Tideline by Elizabeth Bear (Asimov’s SF, June 2007) opens with Chalcedony, a damaged combat vehicle, prospecting for “trash jewels” as it works its way along the beach in what eventually turns out to be a devastated future world. Then it meets a feral child called Belvedere. Belvedere asks the robot what it is doing, and Chalcedony tells him that it is gathering “shipwreck beads” to make necklaces. We later find out that it intends making 41 necklaces, one to commemorate each of the members of its combat unit, all of whom are now dead.
A relationship develops between the two, beginning with Belvedere picking up a chain with a Buddha figure on it and passing it up to the robot—Chalcedony has a damaged leg, which makes it difficult to stoop to ground level—and it reciprocates by microwaving a bag full of seashells and seaweed for the child. Chalcedony tells Belvedere to eat the seaweed too (“rich in nutrients”), the first instance of the robot mentoring and caring for the child over the following days and months (and which includes, at one point, the robot saving his life by killing two men who attack him). During this period Chalcedony also tells Belvedere stories about the members of its platoon.

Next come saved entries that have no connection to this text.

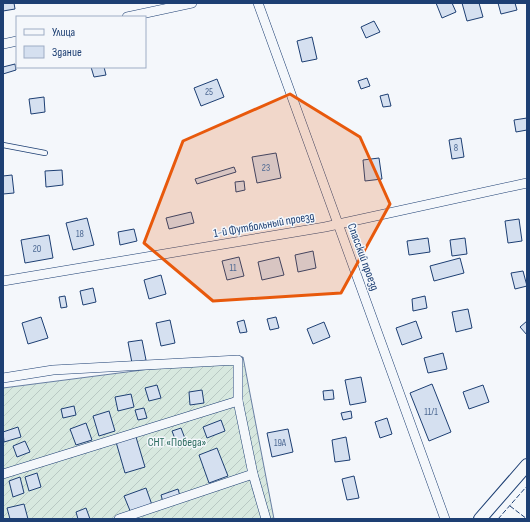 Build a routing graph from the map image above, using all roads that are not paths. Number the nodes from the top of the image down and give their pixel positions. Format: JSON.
{"nodes":[{"id":1,"x":192,"y":3,"type":"edge"},
{"id":2,"x":258,"y":3,"type":"edge"},
{"id":3,"x":132,"y":16,"type":"edge"},
{"id":4,"x":16,"y":41,"type":"edge"},
{"id":5,"x":3,"y":44,"type":"edge"},
{"id":6,"x":3,"y":145,"type":"edge"},
{"id":7,"x":45,"y":153,"type":"dead end"},
{"id":8,"x":527,"y":183,"type":"edge"},
{"id":9,"x":339,"y":224,"type":"junction"},
{"id":10,"x":3,"y":281,"type":"edge"},
{"id":11,"x":3,"y":378,"type":"edge"},
{"id":12,"x":238,"y":401,"type":"junction"},
{"id":13,"x":527,"y":465,"type":"edge"},
{"id":14,"x":3,"y":474,"type":"edge"},
{"id":15,"x":253,"y":474,"type":"junction"},
{"id":16,"x":119,"y":519,"type":"edge"},
{"id":17,"x":266,"y":519,"type":"edge"},
{"id":18,"x":445,"y":519,"type":"edge"},
{"id":19,"x":480,"y":519,"type":"edge"}],
"edges":[{"from":1,"to":3,"type":"street"},
{"from":2,"to":9,"type":"street","name":"Спасский проезд"},
{"from":4,"to":5,"type":"street"},
{"from":6,"to":7,"type":"lane"},
{"from":8,"to":9,"type":"street","name":"1-й Футбольный проезд"},
{"from":9,"to":10,"type":"street","name":"1-й Футбольный проезд"},
{"from":9,"to":18,"type":"street","name":"Спасский проезд"},
{"from":11,"to":12,"type":"street"},
{"from":12,"to":14,"type":"street"},
{"from":12,"to":15,"type":"street"},
{"from":13,"to":19,"type":"street"},
{"from":15,"to":16,"type":"street"},
{"from":15,"to":17,"type":"street"}]}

Over the course of the story Chalcedony’s batteries run down—the solar charge it gets each day isn’t enough to keep it at full power—and it is also stuck between the cliff and the sea. The robot realises that it will not survive the approaching winter, so it works as quickly as it can on finishing its memorial necklaces before then.
The final part of the story (spoiler) sees the robot use some of the last of its precious energy reserves to save the life of an injured German Shepard found by Belvedere:
When the sun was up and the young dog was breathing comfortably, the gash along its haunch sewn closed and its bloodstream saturated with antibiotics, she turned back to the last necklace. She would have to work quickly, and Sergeant Patterson’s necklace contained the most fragile and beautiful beads, the ones Chalcedony had been most concerned with breaking and so had saved for last, when she would be most experienced.
Her motions grew slower as the day wore on, more laborious. The sun could not feed her enough to replace the expenditures of the night before. But bead linked into bead, and the necklace grew—bits of pewter, of pottery, of glass and mother of pearl. And the chalcedony Buddha, because Sergeant Patterson had been Chalcedony’s operator.
When Chalcedony wakes the next day after being recharged by the sun, the robot sees that Belvedere has finished assembling the necklace; Belvedere hands it over so Chalcedony can finish the job by hardening the links. Chalcedony then tasks Belvedere to go on an errantry, to find people to learn the platoon members’ stories and to wear the necklaces that commemorate them. When Belvedere asks what sort of people he should give them to, Chalcedony replies:
“People who would help a child,” she said. “Or a wounded dog. People like a platoon should be.”
This is a slow burn piece that is effectively done, but the degree of anthropomorphism in the story is both (a) its weak point (do we really believe a sentient war machine is a “she”, or would be grieving its comrades and making necklaces to remember them?1) and (b) its strength (this kind of sentimentality goes down big with SF readers in general and awards voters in particular2).
***+ (Good to Very Good). 4,400 words. Story link.
1. The more you consider the way Chalcedony behaves, the less likely it all seems.
2. This story won the 2008 Hugo, Sturgeon, and Asimov’s Reader’s Poll Awards. Of course.